The MAPK cascade (Raf -> MEK -> ERK) converts a graded input signal into an ultrasensitive (switch-like) output. What network feature produces this ultrasensitivity?
AThe large number of protein molecules involved dilutes the signal
BMulti-step cascades with dual phosphorylation at each level create multiplicative sensitivity, amplifying small differences in input into large differences in output
CThe MAPK cascade operates too slowly for graded responses
DUltrasensitivity is an artifact of measuring ERK phosphorylation with antibodies
Each kinase in the MAPK cascade requires dual phosphorylation for activation, and each level of the cascade amplifies the input-output relationship. Goldbeter and Koshland showed that zero-order ultrasensitivity in phosphorylation-dephosphorylation cycles (when kinase and phosphatase operate near saturation) creates switch-like responses at each level. Cascading multiple ultrasensitive steps multiplies their Hill coefficients, converting a graded receptor signal into a steep, nearly digital activation of ERK. This explains how cells make sharp decisions (proliferate vs. not) from smoothly varying growth factor concentrations.
Question 2 True / False
Negative feedback in signaling networks always destabilizes the system and causes oscillations.
TTrue
FFalse
Answer: False
Negative feedback can produce oscillations, but only when combined with sufficient delay (time for signal to propagate through the loop) and sufficient gain. With short delays or low gain, negative feedback stabilizes the system by dampening perturbations and enabling precise adaptation — the output returns to baseline despite a sustained input. The NF-kB pathway illustrates both: its negative feedback loop through IkB produces damped oscillations in some cell types and sustained oscillations in others, depending on the kinetic parameters. Whether feedback causes oscillation or stabilization depends on the loop's quantitative properties.
Question 3 Short Answer
How does crosstalk between signaling pathways create challenges for targeted drug therapy?

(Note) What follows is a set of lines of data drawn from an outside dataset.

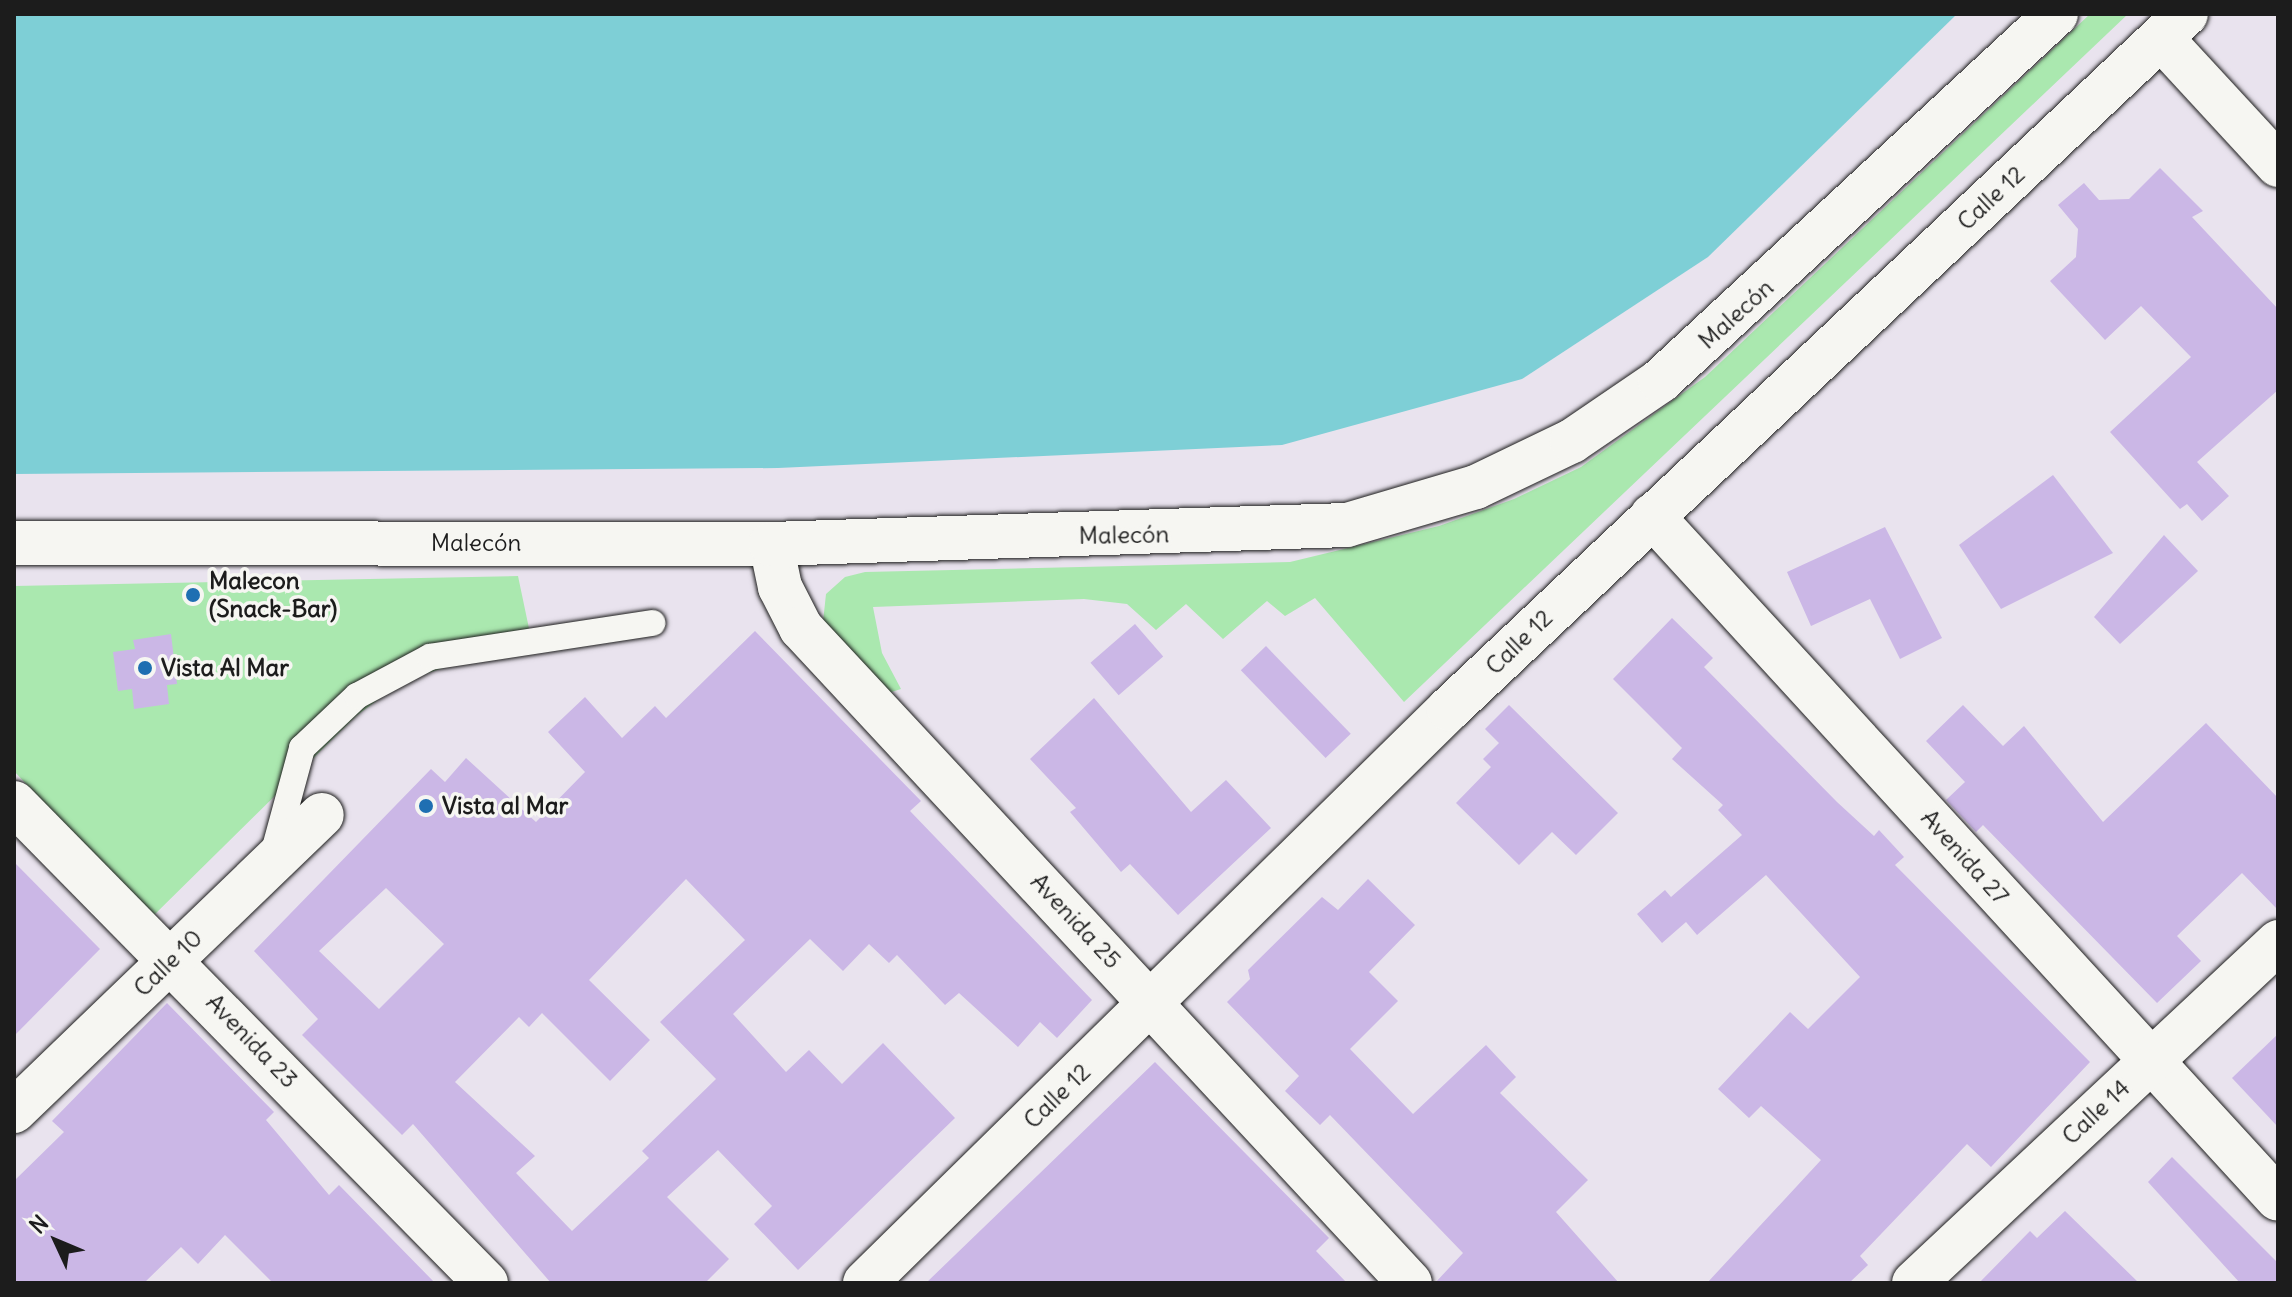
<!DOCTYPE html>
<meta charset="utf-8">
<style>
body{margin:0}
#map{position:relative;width:2292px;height:1297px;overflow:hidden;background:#e9e3ee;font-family:Delius,sans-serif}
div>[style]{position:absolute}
.green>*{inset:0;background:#aae8af}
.water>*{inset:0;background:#7ecfd6}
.building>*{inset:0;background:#cbb7e6;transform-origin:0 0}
.roads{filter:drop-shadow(0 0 2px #1c1c1c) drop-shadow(0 0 2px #1c1c1c)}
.service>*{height:26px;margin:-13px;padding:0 13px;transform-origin:13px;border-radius:13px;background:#f6f6f2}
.minor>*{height:44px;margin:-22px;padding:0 22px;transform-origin:22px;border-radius:22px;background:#f6f6f2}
.tertiary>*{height:44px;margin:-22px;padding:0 22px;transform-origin:22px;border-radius:22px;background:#f6f6f2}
.secondary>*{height:44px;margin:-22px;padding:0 22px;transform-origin:22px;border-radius:22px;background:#f6f6f2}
.dots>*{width:22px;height:22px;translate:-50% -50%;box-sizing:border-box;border:4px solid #f6f6f2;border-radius:50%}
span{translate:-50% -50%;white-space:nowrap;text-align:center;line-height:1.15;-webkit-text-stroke:7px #f6f6f2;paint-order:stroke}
.street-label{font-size:24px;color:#1c1c1c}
.poi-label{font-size:24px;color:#1c1c1c;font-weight:700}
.left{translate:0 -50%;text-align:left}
.frame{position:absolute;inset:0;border:16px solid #1c1c1c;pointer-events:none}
.north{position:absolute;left:16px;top:1201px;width:80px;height:80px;-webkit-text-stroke:6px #f6f6f2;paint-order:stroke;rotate:314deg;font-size:22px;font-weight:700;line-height:32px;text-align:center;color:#1c1c1c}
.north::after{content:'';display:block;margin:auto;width:28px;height:36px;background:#1c1c1c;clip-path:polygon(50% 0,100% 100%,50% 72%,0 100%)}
</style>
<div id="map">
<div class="green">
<i style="clip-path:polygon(2090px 14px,2128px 14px,1404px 702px,1315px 598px,1285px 616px,1267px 601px,1223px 639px,1186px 604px,1156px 630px,1127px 604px,1084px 599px,873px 607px,882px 653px,901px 689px,879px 696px,823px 622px,826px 594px,845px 577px,865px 572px,1290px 562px,1439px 526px,1514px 499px,1581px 467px,1705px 377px)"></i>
<i style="clip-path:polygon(518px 576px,531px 638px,402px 682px,356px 716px,151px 918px,14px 771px,14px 586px)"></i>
</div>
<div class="water">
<i style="clip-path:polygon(14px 14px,1957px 14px,1708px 257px,1522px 379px,1282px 445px,778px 468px,14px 474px)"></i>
</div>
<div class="building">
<i style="clip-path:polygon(2160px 168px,2203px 211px,2192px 217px,2278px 309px,2278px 390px,2197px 462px,2229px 496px,2202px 521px,2187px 504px,2180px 509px,2110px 432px,2191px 357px,2141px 306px,2105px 340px,2050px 281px,2076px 257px,2078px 229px,2058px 205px,2084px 183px,2099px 200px,2129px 199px)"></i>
<i style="clip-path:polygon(2053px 475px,2113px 553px,2001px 609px,1959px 545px)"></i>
<i style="clip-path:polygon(1885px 527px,1942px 638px,1900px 659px,1870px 599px,1811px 626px,1787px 572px)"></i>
<i style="clip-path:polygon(2164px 535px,2198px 571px,2120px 644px,2094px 617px)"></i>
<i style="clip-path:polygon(1672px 618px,1713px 658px,1704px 667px,1837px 802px,1874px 836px,1879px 830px,1904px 857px,1895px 865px,2090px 1062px,1991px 1167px,1967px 1144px,1860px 1256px,1868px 1265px,1849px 1283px,1707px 1283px,1821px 1160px,1761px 1106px,1749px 1118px,1718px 1089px,1790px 1012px,1808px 1029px,1860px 977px,1766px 875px,1697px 935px,1686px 922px,1662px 943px,1637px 914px,1665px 890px,1671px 897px,1742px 835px,1718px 810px,1723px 805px,1672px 759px,1682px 748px,1613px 679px)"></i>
<i style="left:1135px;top:624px;width:43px;height:59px;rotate:49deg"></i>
<i style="clip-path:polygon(evenodd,755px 631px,921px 801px,910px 811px,1092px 1000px,1057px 1038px,1040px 1022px,1018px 1047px,959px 993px,945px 1005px,897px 955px,889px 963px,869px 944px,843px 971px,810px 939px,733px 1014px,786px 1072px,809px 1050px,842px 1084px,883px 1043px,955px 1118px,798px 1270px,754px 1224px,772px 1206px,718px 1150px,667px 1197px,729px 1259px,705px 1283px,551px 1283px,413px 1124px,402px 1135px,302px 1035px,318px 1019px,254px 951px,431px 769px,445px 782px,466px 758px,536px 822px,585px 772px,548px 732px,585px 697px,622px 738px,655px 706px,666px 718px,755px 631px,686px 879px,745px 940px,660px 1022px,716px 1079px,642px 1151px,649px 1158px,572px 1231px,516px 1173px,535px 1156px,455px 1082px,519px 1017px,529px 1027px,542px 1013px,610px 1081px,650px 1040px,589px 980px,686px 879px,755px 631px,386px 888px,444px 944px,379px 1009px,319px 951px,386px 888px)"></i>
<i style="clip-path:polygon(171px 634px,177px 684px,167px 685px,169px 704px,134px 709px,132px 689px,118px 691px,113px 652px,135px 649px,133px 640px)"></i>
<i style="left:1266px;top:646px;width:122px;height:35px;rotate:46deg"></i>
<i style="clip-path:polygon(1094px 698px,1191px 812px,1226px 780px,1271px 828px,1178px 915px,1130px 864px,1121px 872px,1070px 812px,1076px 808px,1030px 759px)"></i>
<i style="clip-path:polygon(1509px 705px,1618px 813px,1576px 855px,1552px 832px,1519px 865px,1456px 803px,1491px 767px,1483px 759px,1499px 743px,1485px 729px)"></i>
<i style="clip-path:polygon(1963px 705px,2003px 746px,2024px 726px,2103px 822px,2206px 723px,2278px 798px,2278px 910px,2242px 873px,2177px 936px,2201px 961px,2157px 1003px,1983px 825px,1976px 832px,1946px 800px,1965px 782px,1926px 741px)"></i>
<i style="clip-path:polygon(14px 862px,100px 949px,14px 1036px)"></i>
<i style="clip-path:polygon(1368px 879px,1415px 925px,1369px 972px,1398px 1001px,1350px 1049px,1413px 1114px,1486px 1045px,1516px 1077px,1500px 1093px,1588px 1180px,1556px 1212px,1619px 1283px,1435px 1283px,1463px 1253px,1330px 1115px,1320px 1125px,1285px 1091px,1299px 1076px,1227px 1002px,1250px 979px,1248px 970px,1322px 897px,1338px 910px)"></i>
<i style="clip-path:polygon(167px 1003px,274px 1112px,266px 1120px,329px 1195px,339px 1185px,435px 1283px,273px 1283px,225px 1235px,198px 1264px,181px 1247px,144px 1283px,14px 1283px,14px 1181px,64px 1132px,52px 1121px)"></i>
<i style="clip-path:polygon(2278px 1034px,2278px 1127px,2232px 1078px)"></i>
<i style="clip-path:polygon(1155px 1062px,1329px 1238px,1316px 1251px,1347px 1283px,926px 1283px)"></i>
<i style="clip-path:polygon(2172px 1157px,2278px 1263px,2278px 1283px,2240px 1283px,2148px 1182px)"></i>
<i style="clip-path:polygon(2065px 1211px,2139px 1283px,1979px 1283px,2030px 1231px,2037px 1238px)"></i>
</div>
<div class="roads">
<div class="service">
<i style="left:273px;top:855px;width:111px;rotate:-74.8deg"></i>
<i style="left:302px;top:748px;width:76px;rotate:-43.4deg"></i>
<i style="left:357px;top:696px;width:83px;rotate:-28.1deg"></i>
<i style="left:430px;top:657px;width:225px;rotate:-8.7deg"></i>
</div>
<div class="minor">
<i style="left:2161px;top:38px;width:173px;rotate:47.3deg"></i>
<i style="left:1652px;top:516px;width:926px;rotate:47.49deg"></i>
<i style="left:771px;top:544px;width:44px;rotate:78.2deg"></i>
<i style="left:780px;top:587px;width:46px;rotate:62.9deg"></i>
<i style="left:801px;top:628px;width:894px;rotate:47.08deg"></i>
<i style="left:14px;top:803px;width:673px;rotate:45.48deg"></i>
<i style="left:14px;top:1111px;width:427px;rotate:-43.9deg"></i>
<i style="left:865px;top:1283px;width:819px;rotate:-44.51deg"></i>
<i style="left:1449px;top:709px;width:1013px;rotate:-43.32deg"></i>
</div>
<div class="tertiary">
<i style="left:1914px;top:1283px;width:499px;rotate:-43.1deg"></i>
</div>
<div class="secondary">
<i style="left:14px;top:543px;width:757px;rotate:0.08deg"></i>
<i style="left:771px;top:544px;width:576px;rotate:-1.89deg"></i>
<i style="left:1347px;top:525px;width:134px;rotate:-16.4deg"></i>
<i style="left:1476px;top:487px;width:106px;rotate:-25.6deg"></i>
<i style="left:1572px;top:441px;width:107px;rotate:-34.3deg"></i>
<i style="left:1660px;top:381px;width:540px;rotate:-42.82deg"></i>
</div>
</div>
<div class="dots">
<i style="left:193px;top:595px;background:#1f6fb2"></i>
<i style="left:145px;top:668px;background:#1f6fb2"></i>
<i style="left:426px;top:806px;background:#1f6fb2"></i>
</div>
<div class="street-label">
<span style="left:1991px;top:198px;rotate:-43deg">Calle 12</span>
<span style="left:1736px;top:314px;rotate:-42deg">Malecón</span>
<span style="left:1124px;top:535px;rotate:-1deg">Malecón</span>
<span style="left:476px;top:543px">Malecón</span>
<span style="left:1519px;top:642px;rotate:-44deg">Calle 12</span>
<span style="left:1965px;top:857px;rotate:48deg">Avenida 27</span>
<span style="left:1076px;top:921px;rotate:47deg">Avenida 25</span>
<span style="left:168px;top:963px;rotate:-44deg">Calle 10</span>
<span style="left:252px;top:1041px;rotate:46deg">Avenida 23</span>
<span style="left:1057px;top:1096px;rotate:-44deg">Calle 12</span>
<span style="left:2096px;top:1112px;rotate:-43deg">Calle 14</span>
</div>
<div class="poi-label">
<span class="left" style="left:209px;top:595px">Malecon<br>(Snack-Bar)</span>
<span class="left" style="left:161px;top:668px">Vista Al Mar</span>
<span class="left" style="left:442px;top:806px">Vista al Mar</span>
</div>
<div class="frame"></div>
<div class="north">N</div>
</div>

Think about your answer, then reveal below.
Model answer: Crosstalk means that inhibiting one pathway can be compensated by activation of parallel or convergent pathways. For example, blocking the MAPK pathway in cancer may relieve negative feedback on receptor tyrosine kinases, leading to increased activation of the PI3K/Akt pathway and drug resistance. The signaling network's interconnected architecture creates redundancy: cells can reroute information flow around a pharmacological blockade. Effective therapy often requires combination strategies that block multiple nodes simultaneously, which requires systems-level understanding of the network's compensatory wiring.
This is a major reason why single-target kinase inhibitors often produce initial responses followed by resistance in cancer therapy. The network topology predicts which compensatory pathways will activate, and computational modeling of signaling networks is increasingly used to design rational drug combinations.